Extracted data entries
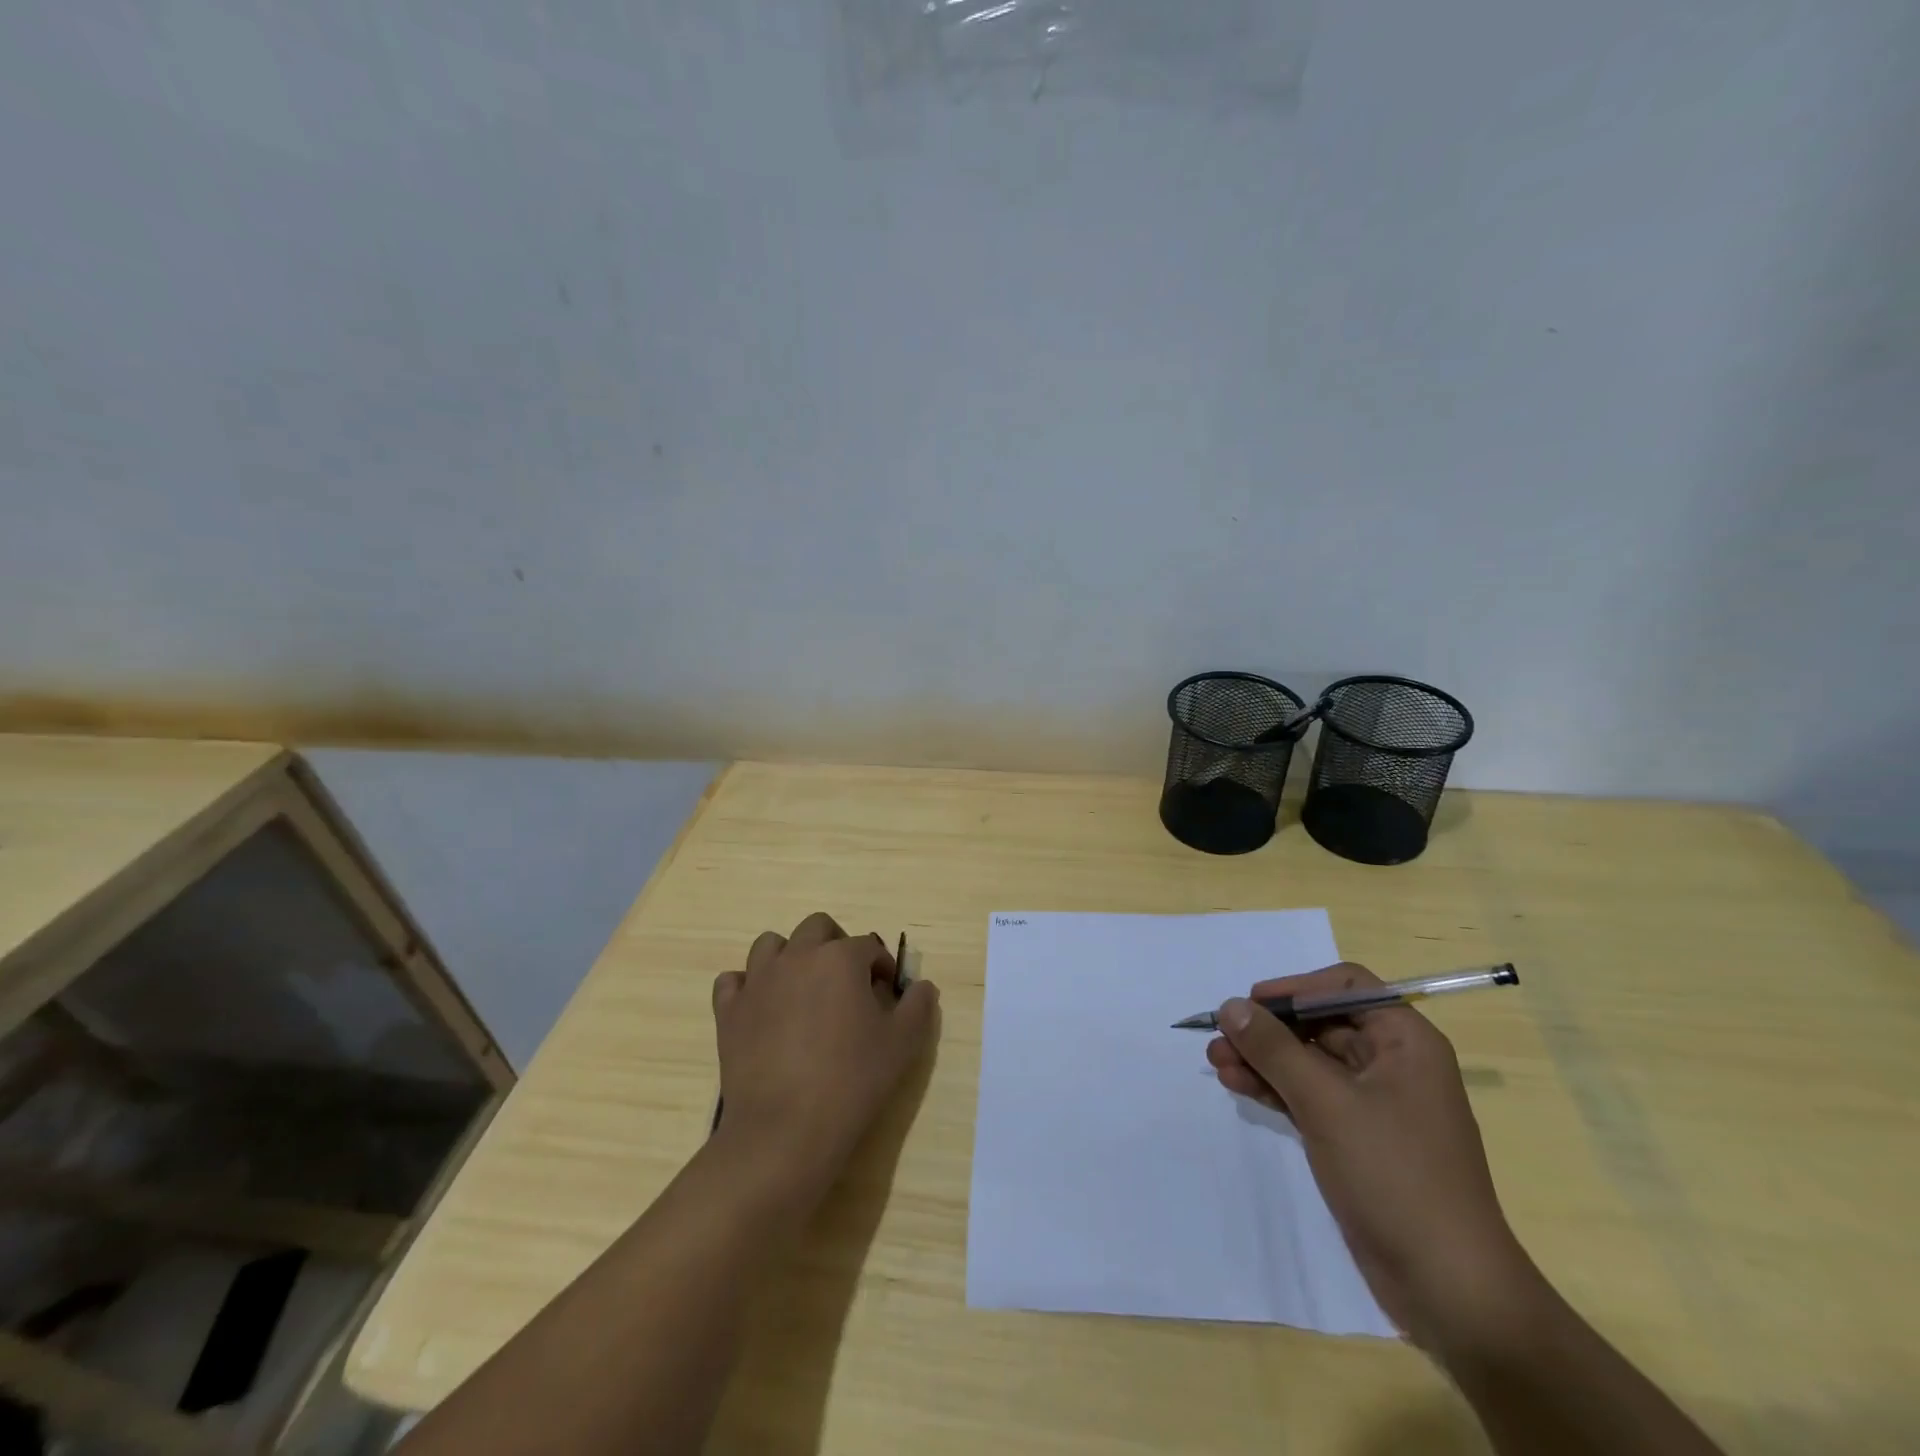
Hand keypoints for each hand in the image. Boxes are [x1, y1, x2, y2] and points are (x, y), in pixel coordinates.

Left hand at [711, 912, 939, 1198]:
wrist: (784, 1130)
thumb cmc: (851, 1081)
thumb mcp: (902, 1044)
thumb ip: (918, 1006)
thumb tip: (923, 986)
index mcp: (840, 958)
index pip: (868, 946)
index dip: (882, 966)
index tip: (887, 994)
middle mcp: (796, 957)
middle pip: (817, 927)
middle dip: (836, 945)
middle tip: (847, 982)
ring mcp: (757, 981)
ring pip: (771, 945)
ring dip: (790, 956)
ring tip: (803, 990)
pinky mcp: (728, 1010)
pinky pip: (733, 981)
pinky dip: (748, 986)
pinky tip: (762, 1009)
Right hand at [1206, 963, 1537, 1349]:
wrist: (1448, 1288)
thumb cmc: (1394, 1175)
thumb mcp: (1326, 1102)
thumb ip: (1274, 1048)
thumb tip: (1231, 1005)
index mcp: (1405, 1041)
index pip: (1344, 986)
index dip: (1295, 988)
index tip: (1251, 1003)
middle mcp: (1392, 1062)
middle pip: (1320, 1023)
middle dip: (1268, 1029)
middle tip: (1219, 1036)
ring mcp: (1375, 1103)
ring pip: (1309, 1061)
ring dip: (1263, 1058)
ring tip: (1216, 1061)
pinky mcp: (1357, 1137)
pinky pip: (1309, 1095)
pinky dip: (1275, 1088)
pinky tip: (1237, 1084)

▶ [BRIEF] Make an exact copy of each line, beginning at the one containing "pinky pip: (733, 981)" and ending with the last line of the data, and of no other line.

▶ [RESULT OF THIS EXERCISE]
pinky pip: (733, 981)
pinky dip: (748, 986)
pinky tip: (762, 1009)
Right hand at [1206, 963, 1537, 1349]:
wrist: (1448, 1288)
thumb cmc: (1394, 1175)
thumb mcp: (1326, 1102)
thumb ip: (1274, 1048)
thumb tip: (1231, 1005)
index mcp: (1405, 1041)
index pip: (1344, 986)
index dip: (1295, 988)
index tip: (1251, 1003)
middle mcp: (1392, 1062)
middle pip: (1320, 1023)
middle dip: (1268, 1029)
middle tip: (1219, 1036)
ring mcp: (1375, 1103)
ring pip: (1309, 1061)
ring dip: (1263, 1058)
ring tip: (1216, 1061)
pinky mcp: (1357, 1137)
pinky pip: (1309, 1095)
pinky dip: (1275, 1088)
pinky tip: (1237, 1084)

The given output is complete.